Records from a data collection
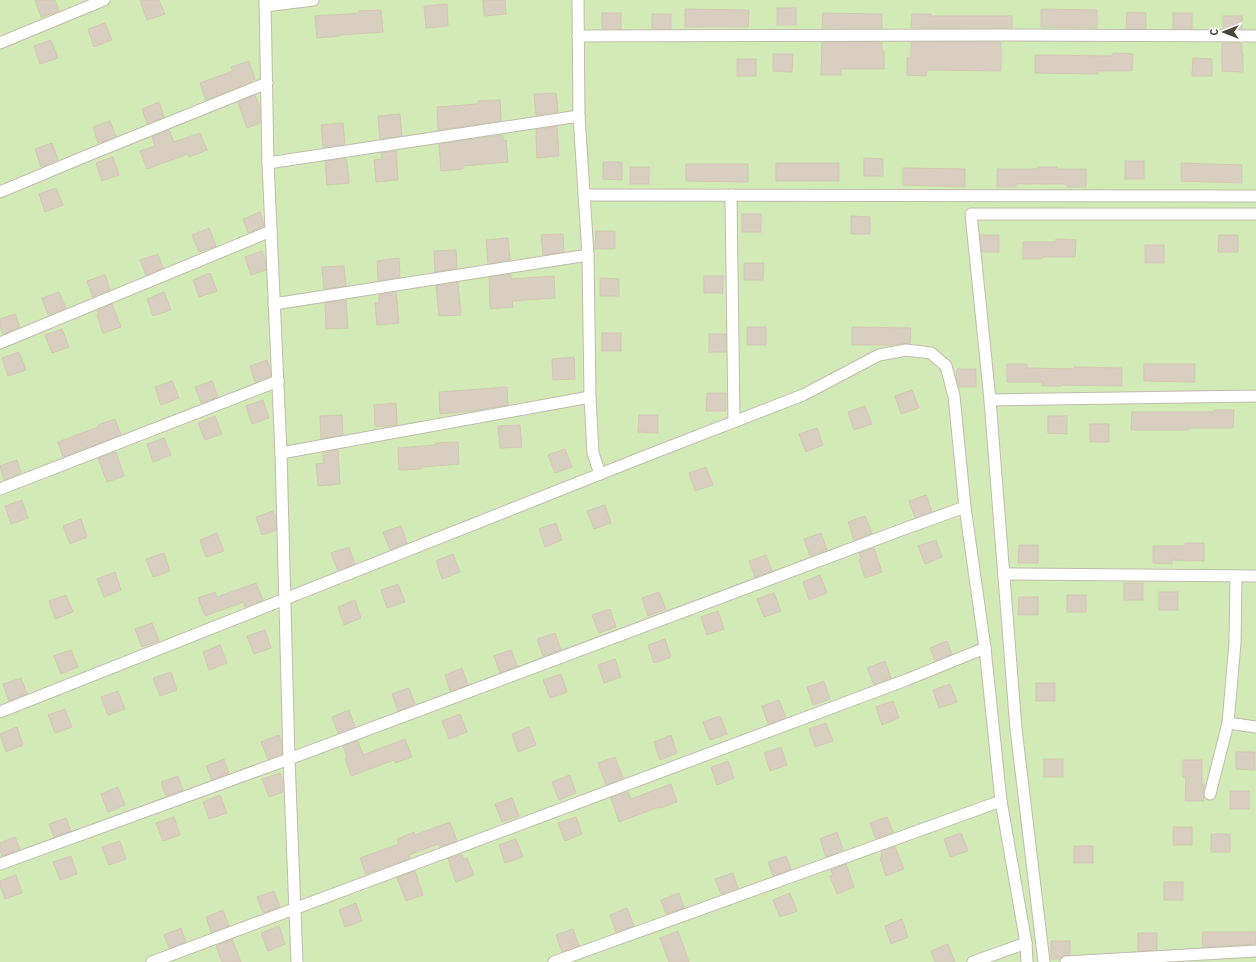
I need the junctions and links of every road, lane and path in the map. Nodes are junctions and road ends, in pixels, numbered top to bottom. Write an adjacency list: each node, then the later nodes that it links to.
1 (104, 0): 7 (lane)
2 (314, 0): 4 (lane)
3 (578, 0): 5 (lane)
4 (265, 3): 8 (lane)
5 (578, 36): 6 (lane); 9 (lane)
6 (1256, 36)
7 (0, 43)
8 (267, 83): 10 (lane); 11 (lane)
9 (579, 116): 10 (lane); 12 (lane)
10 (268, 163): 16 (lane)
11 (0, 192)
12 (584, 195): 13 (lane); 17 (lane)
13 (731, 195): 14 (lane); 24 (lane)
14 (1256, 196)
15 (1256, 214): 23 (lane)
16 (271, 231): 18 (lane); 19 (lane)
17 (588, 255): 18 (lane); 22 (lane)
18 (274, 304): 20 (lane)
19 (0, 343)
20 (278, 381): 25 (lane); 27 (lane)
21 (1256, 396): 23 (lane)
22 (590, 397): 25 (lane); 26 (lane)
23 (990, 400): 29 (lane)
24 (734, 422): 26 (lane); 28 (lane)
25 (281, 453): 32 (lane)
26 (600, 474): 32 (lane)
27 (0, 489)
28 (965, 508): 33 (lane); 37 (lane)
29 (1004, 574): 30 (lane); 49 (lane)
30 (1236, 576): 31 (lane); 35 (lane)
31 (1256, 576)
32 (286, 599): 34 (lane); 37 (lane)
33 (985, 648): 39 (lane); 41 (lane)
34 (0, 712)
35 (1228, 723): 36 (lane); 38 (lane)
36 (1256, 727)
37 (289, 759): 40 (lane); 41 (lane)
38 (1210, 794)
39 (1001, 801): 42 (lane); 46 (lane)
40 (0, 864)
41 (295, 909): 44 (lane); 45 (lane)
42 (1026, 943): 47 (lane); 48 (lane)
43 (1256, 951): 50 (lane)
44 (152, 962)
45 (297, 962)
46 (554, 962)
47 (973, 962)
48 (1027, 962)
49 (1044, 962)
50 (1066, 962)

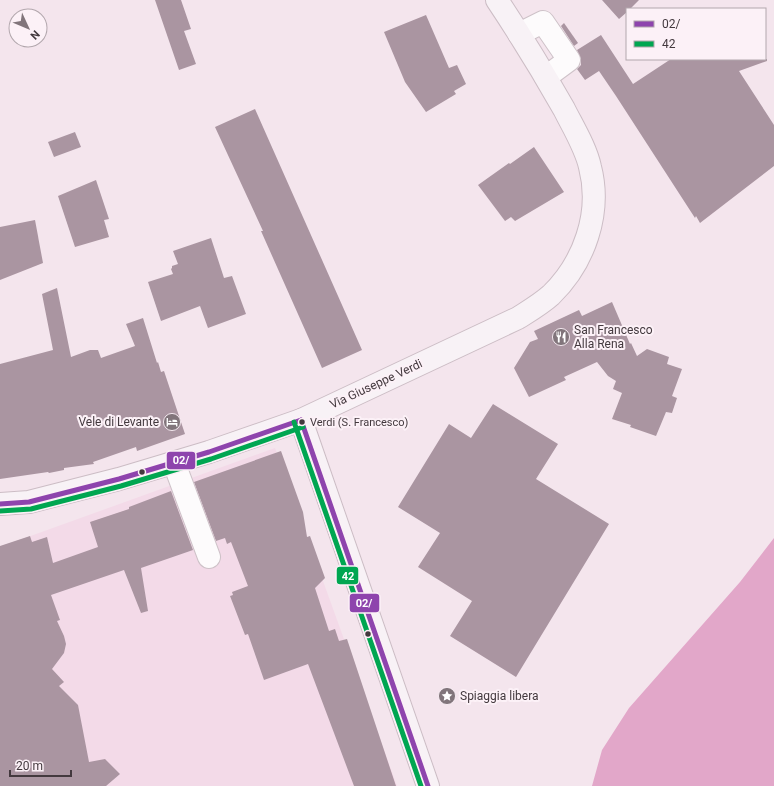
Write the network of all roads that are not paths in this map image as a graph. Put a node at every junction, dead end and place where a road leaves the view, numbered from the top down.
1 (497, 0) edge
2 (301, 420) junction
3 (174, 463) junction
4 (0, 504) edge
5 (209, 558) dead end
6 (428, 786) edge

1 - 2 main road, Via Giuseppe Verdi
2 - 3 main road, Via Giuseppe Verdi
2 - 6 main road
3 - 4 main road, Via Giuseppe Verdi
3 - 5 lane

_Exercise objective_
The answer should be exactly the lines from the one that contains "Write the network" through the end of the entries, both ends included, and nothing besides.

_Answer space_
Write the network of all roads that are not paths in this map image as a graph. Put a node at every junction, dead end and place where a road leaves the view, numbered from the top down.
1 (497, 0) edge
2 (301, 420) junction
3 (174, 463) junction
4 (0, 504) edge
5 (209, 558) dead end
6 (428, 786) edge

1 - 2 main road, Via Giuseppe Verdi
2 - 3 main road, Via Giuseppe Verdi
2 - 6 main road
3 - 4 main road, Via Giuseppe Verdi
3 - 5 lane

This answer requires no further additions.